> _What needs to be done_
Your reply should be an exact copy of every entry, with the pictures removed.

> _Available records_
□ □ □

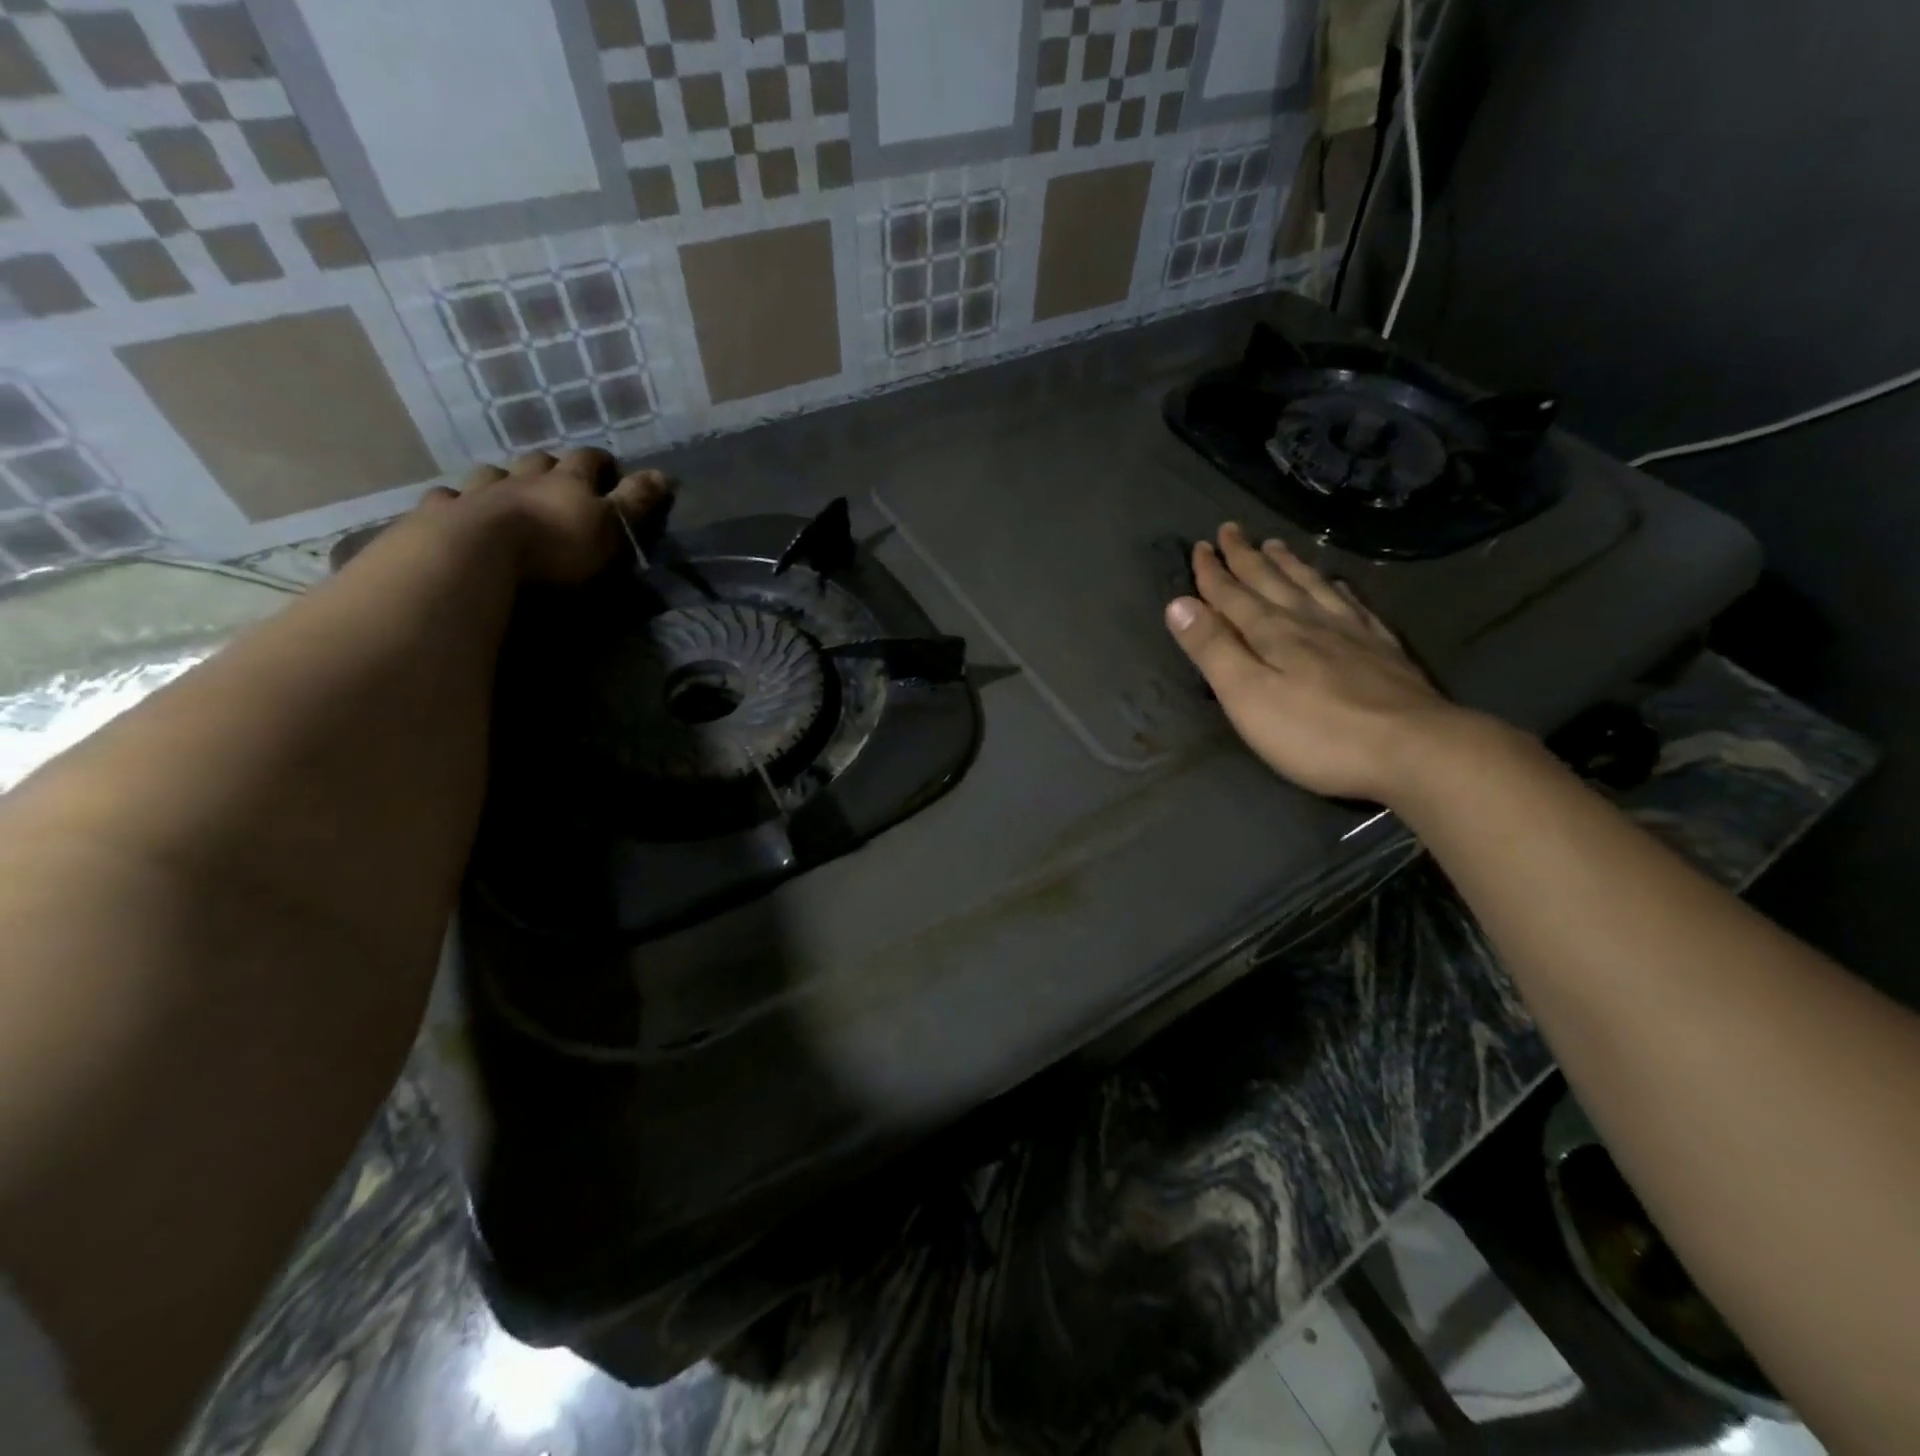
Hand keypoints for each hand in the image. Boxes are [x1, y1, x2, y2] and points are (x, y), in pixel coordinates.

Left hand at [417, 448, 671, 584]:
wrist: (477, 556)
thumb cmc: (556, 545)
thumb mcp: (611, 526)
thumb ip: (636, 502)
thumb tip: (666, 473)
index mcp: (566, 481)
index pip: (588, 460)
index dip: (601, 463)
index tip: (611, 470)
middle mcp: (521, 477)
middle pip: (537, 462)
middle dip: (550, 467)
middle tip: (557, 481)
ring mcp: (478, 492)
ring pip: (491, 475)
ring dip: (501, 480)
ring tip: (506, 493)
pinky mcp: (442, 513)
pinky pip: (447, 498)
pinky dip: (455, 501)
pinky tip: (456, 509)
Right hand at [1164, 523, 1477, 803]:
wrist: (1413, 749)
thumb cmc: (1316, 732)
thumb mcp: (1248, 696)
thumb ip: (1213, 649)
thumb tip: (1177, 603)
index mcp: (1272, 633)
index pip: (1233, 595)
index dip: (1212, 573)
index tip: (1199, 546)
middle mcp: (1309, 622)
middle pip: (1271, 582)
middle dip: (1246, 557)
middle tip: (1230, 529)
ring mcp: (1350, 633)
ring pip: (1310, 587)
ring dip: (1287, 565)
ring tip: (1274, 544)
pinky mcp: (1382, 650)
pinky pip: (1351, 605)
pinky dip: (1335, 588)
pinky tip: (1335, 583)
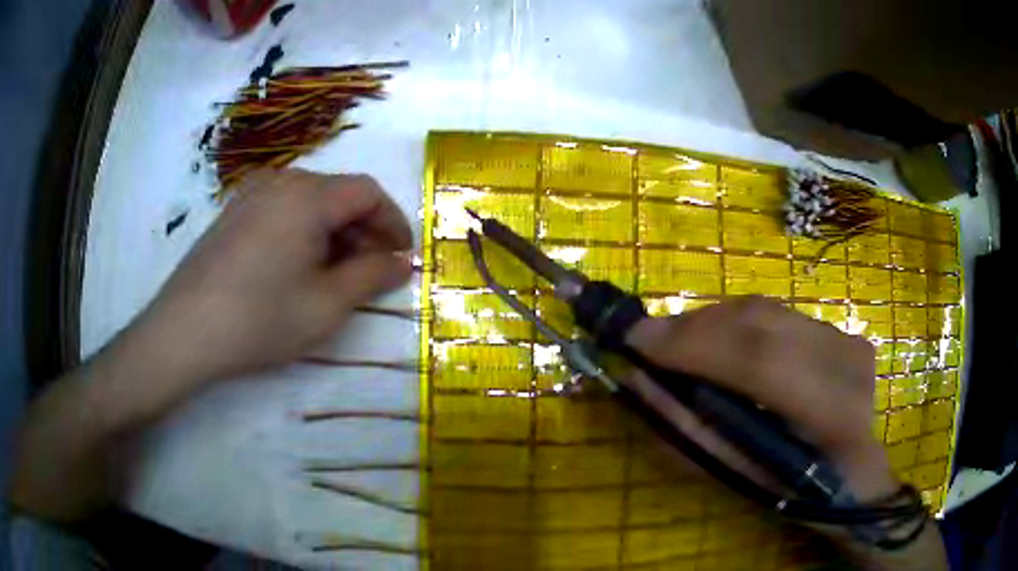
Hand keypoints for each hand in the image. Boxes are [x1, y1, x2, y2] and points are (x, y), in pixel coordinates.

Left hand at [134, 168, 412, 387]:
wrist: (185, 331)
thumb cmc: (260, 318)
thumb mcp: (326, 305)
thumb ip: (371, 277)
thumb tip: (401, 263)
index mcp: (308, 195)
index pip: (368, 192)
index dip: (393, 222)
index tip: (401, 257)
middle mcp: (281, 182)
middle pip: (338, 193)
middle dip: (363, 230)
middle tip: (371, 272)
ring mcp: (252, 195)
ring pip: (309, 202)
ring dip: (333, 231)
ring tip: (335, 273)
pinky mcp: (233, 213)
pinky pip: (282, 210)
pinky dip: (303, 231)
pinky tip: (296, 267)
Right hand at [625, 296, 896, 501]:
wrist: (857, 476)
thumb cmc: (798, 494)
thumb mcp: (740, 478)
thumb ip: (690, 429)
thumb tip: (639, 382)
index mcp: (830, 413)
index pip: (757, 359)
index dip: (692, 344)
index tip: (635, 342)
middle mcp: (845, 361)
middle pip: (759, 320)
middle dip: (693, 326)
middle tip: (648, 341)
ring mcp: (847, 339)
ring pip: (765, 310)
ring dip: (712, 323)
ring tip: (678, 344)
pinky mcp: (843, 330)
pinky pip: (778, 315)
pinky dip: (738, 325)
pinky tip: (720, 344)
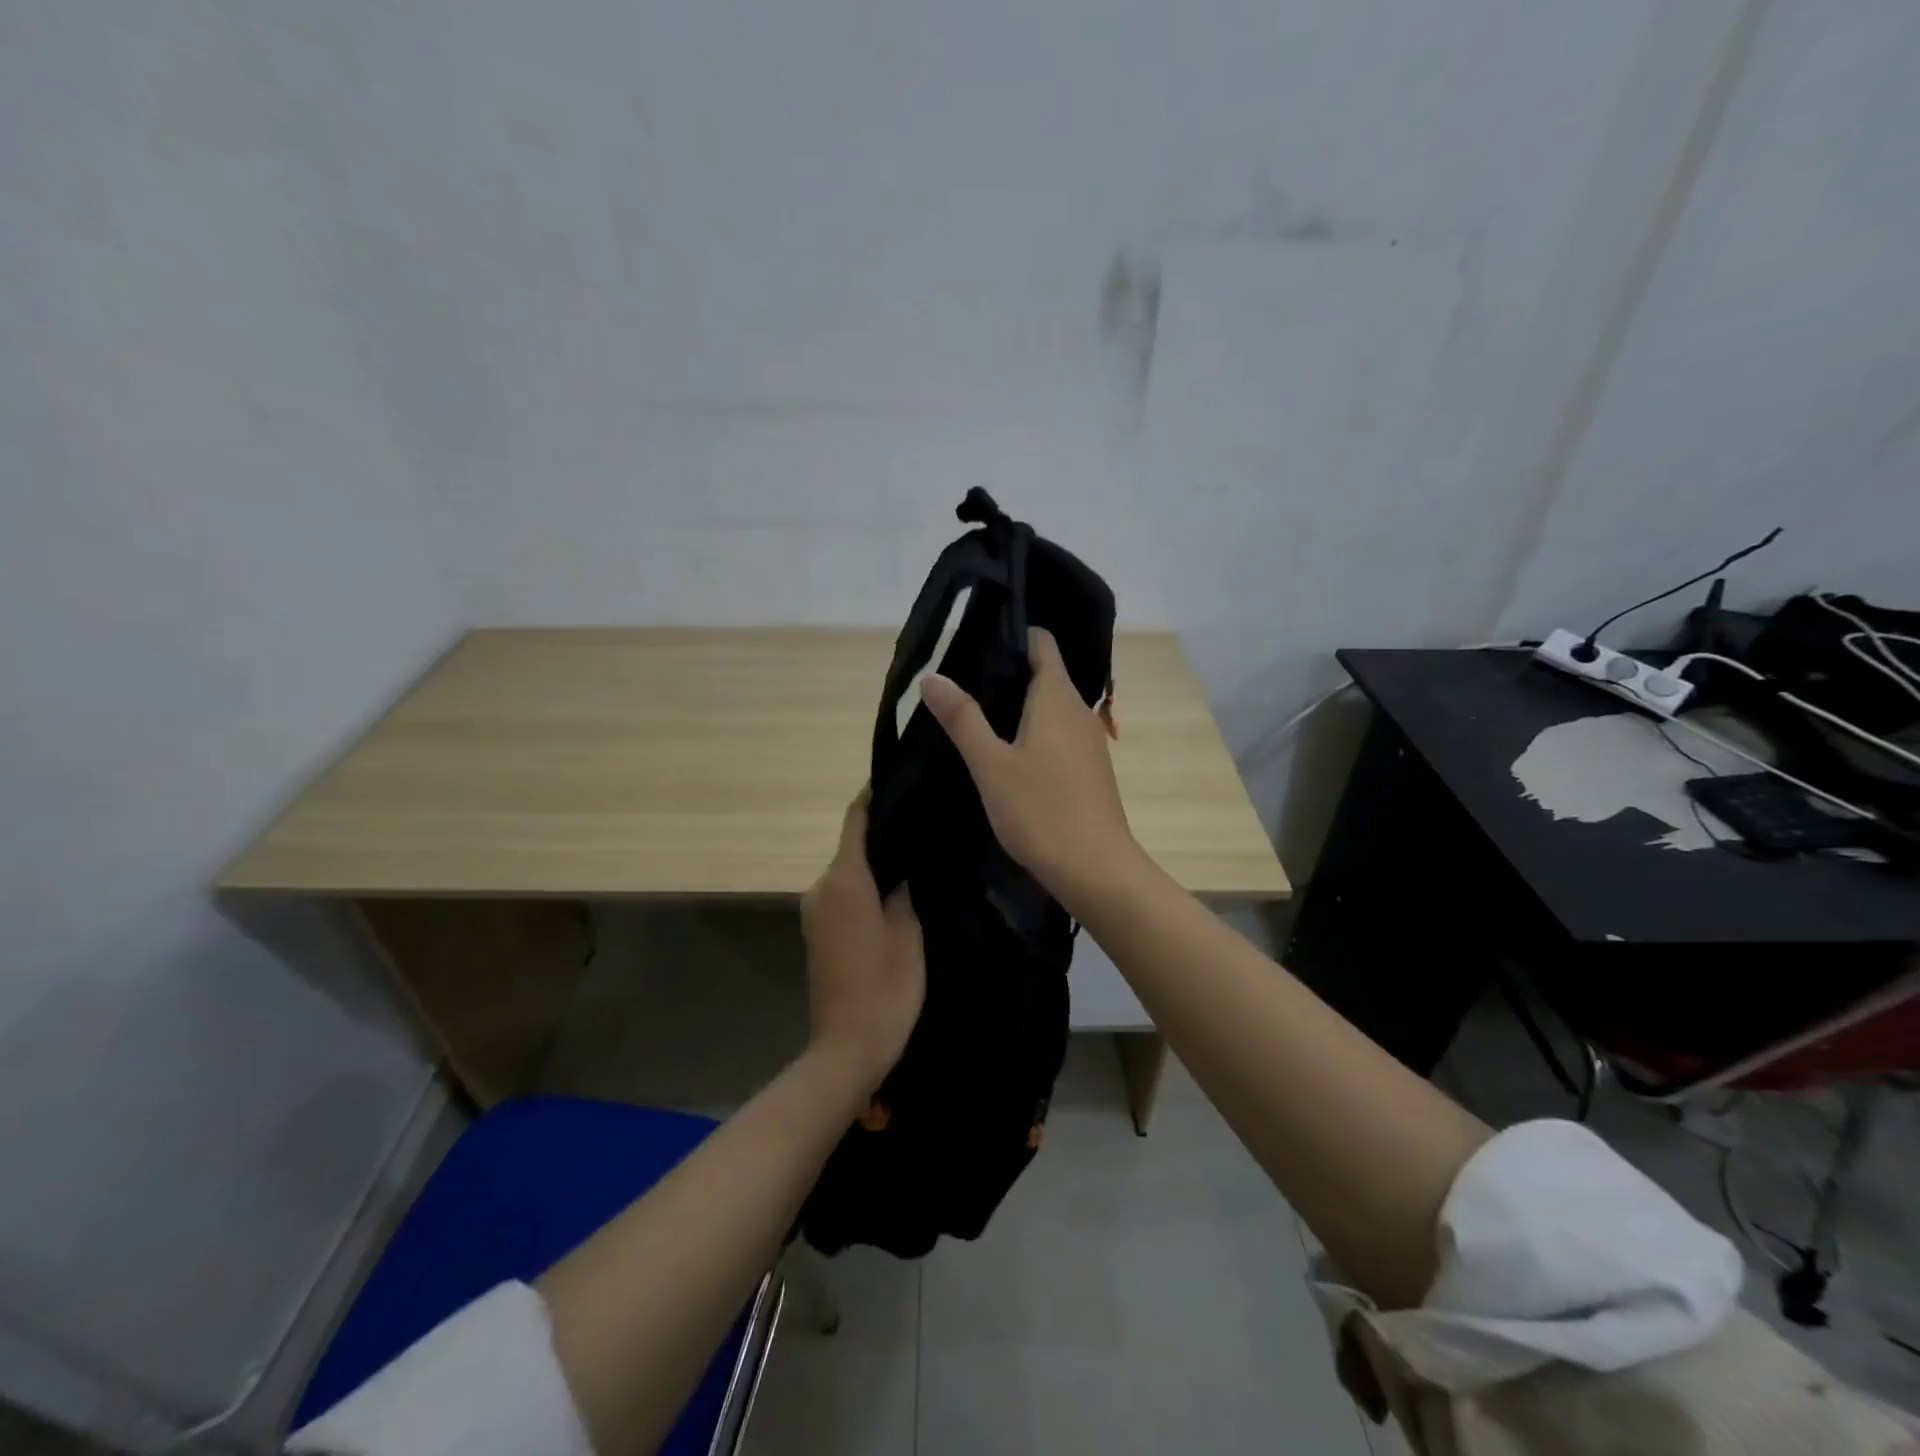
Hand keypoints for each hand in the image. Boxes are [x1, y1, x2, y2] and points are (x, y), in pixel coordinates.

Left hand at [801, 794, 926, 1091]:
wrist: (847, 1048)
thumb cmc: (885, 988)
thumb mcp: (907, 933)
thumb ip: (902, 889)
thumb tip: (900, 864)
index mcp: (844, 880)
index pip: (856, 820)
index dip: (874, 797)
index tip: (901, 780)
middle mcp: (821, 887)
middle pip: (852, 846)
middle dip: (883, 834)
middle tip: (922, 825)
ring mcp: (814, 911)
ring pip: (848, 872)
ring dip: (875, 863)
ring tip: (915, 858)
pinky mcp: (817, 932)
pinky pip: (843, 894)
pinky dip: (864, 887)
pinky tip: (894, 893)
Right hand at [920, 627, 1143, 910]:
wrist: (1097, 870)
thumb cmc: (1041, 811)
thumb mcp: (991, 765)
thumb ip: (962, 718)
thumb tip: (932, 676)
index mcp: (1057, 697)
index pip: (1041, 642)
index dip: (1010, 634)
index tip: (973, 641)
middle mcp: (1078, 710)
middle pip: (1044, 673)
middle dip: (1005, 673)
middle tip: (960, 682)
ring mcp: (1088, 741)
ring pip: (1049, 706)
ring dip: (1017, 706)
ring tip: (974, 716)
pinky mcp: (1088, 769)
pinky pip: (1057, 734)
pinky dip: (1031, 732)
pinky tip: (1005, 755)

□ □ □

> _The completed task_
Hand keypoints for each hand in the image. Boxes are [x1, y1, x2, y2] and points are (x, y), in pixel coordinates.

Left hand at [417, 448, 671, 584]:
wrist: (477, 556)
thumb cmc: (556, 545)
thumb mcp: (611, 526)
thumb ip: (636, 502)
thumb tip: (666, 473)
index mcp: (566, 481)
index pip: (588, 460)
index dip: (601, 463)
index tip: (611, 470)
middle mcp: (521, 477)
middle pip: (537, 462)
middle dip: (550, 467)
middle tip: (557, 481)
ring mcp: (478, 492)
ring pip: (491, 475)
ring dip: (501, 480)
ring tip: (506, 493)
pinky mcp: (442, 513)
pinky pip: (447, 498)
pinky dip: (455, 501)
pinky tip: (456, 509)
Right hand at [1164, 523, 1477, 803]:
wrist: (1413, 749)
thumb cmc: (1316, 732)
thumb mcp: (1248, 696)
thumb ip: (1213, 649)
thumb tip: (1177, 603)
index mcp: (1272, 633)
index pip: (1233, 595)
index dip: (1212, 573)
index tip: (1199, 546)
middle mcp: (1309, 622)
middle pip: (1271, 582)
middle dip: (1246, 557)
middle tip: (1230, 529)
ring mcp: (1350, 633)
ring pip: (1310, 587)
ring dip: (1287, 565)
ring tip: (1274, 544)
pinky mcp: (1382, 650)
pinky pip: (1351, 605)
pinky dip: (1335, 588)
pinky tip: (1335, 583)
Hand keypoints for each hand in the image. Boxes are [x1, y1, x2, y2] and points are (x, y), in pixel coordinates.

Left hand at [134, 168, 412, 387]:
wrist: (185, 331)
thumb cmc: (260, 318)
thumb mcp: (326, 305)
thumb ip: (371, 277)
thumb tip: (401, 263)
index mcp: (308, 195)
index pip: (368, 192)
index dip: (393, 222)
index tip: (401, 257)
middle mcp: (281, 182)
middle pip: (338, 193)
middle dip: (363, 230)
middle tip: (371, 272)
ring mcp: (252, 195)
ring pip: (309, 202)
ring dip: (333, 231)
ring tip: (335, 273)
pinky mcp: (233, 213)
pinky pip: (282, 210)
pinky dip: (303, 231)
pinky tip: (296, 267)
Right hand at [625, 296, 896, 501]:
wrist: (857, 476)
thumb cmc: (798, 494)
thumb mcp: (740, 478)
thumb ip: (690, 429)
thumb tip: (639, 382)
index mcp: (830, 413)
index pip: (757, 359)
index dip: (692, 344)
index tip: (635, 342)
middle mcp: (845, 361)
middle pip: (759, 320)
middle dip: (693, 326)
middle tip: (648, 341)
ring mcp: (847, 339)
ring pip: (765, 310)
ring dip: (712, 323)
ring tip: (678, 344)
pinky mcp: (843, 330)
pinky pip: (778, 315)
pinky dip: (738, 325)
pinky tip: (720, 344)
Hand keypoints for each hand in the image. Boxes are [x1, y1, x2, y2] and points are (x, y), in pixel coordinates.

Left hand at [801, 794, 926, 1091]:
wrist: (847, 1048)
thumb cmc: (885, 988)
thumb mcp: (907, 933)
thumb ip: (902, 889)
thumb tip: (900, 864)
index mcp: (844, 880)
index pip: (856, 820)
index dip: (874, 797)
index tip: (901, 780)
middle mcp: (821, 887)
middle pip: (852, 846)
middle dip: (883, 834)
middle tip: (922, 825)
ring mcp: (814, 911)
ring pip: (848, 872)
ring dip: (875, 863)
ring tip: (915, 858)
pinky mcp: (817, 932)
pinky pip: (843, 894)
pinky dip: (864, 887)
pinky tip: (894, 893)
Right hand at [920, 627, 1143, 910]:
wrist: (1097, 870)
thumb cmc: (1041, 811)
thumb mcp: (991, 765)
thumb ip: (962, 718)
thumb tip: (932, 676)
index mcp: (1057, 697)
index pip: (1041, 642)
index dip: (1010, 634)
index tip: (973, 641)
middle mcp: (1078, 710)
middle pip: (1044, 673)
middle dip: (1005, 673)
middle tip: (960, 682)
ring mcp: (1088, 741)
ring pip: (1049, 706)
ring dip: (1017, 706)
ring tip: (974, 716)
pinky mcp: (1088, 769)
pinky pip: (1057, 734)
pinky dip: (1031, 732)
pinky tip: (1005, 755)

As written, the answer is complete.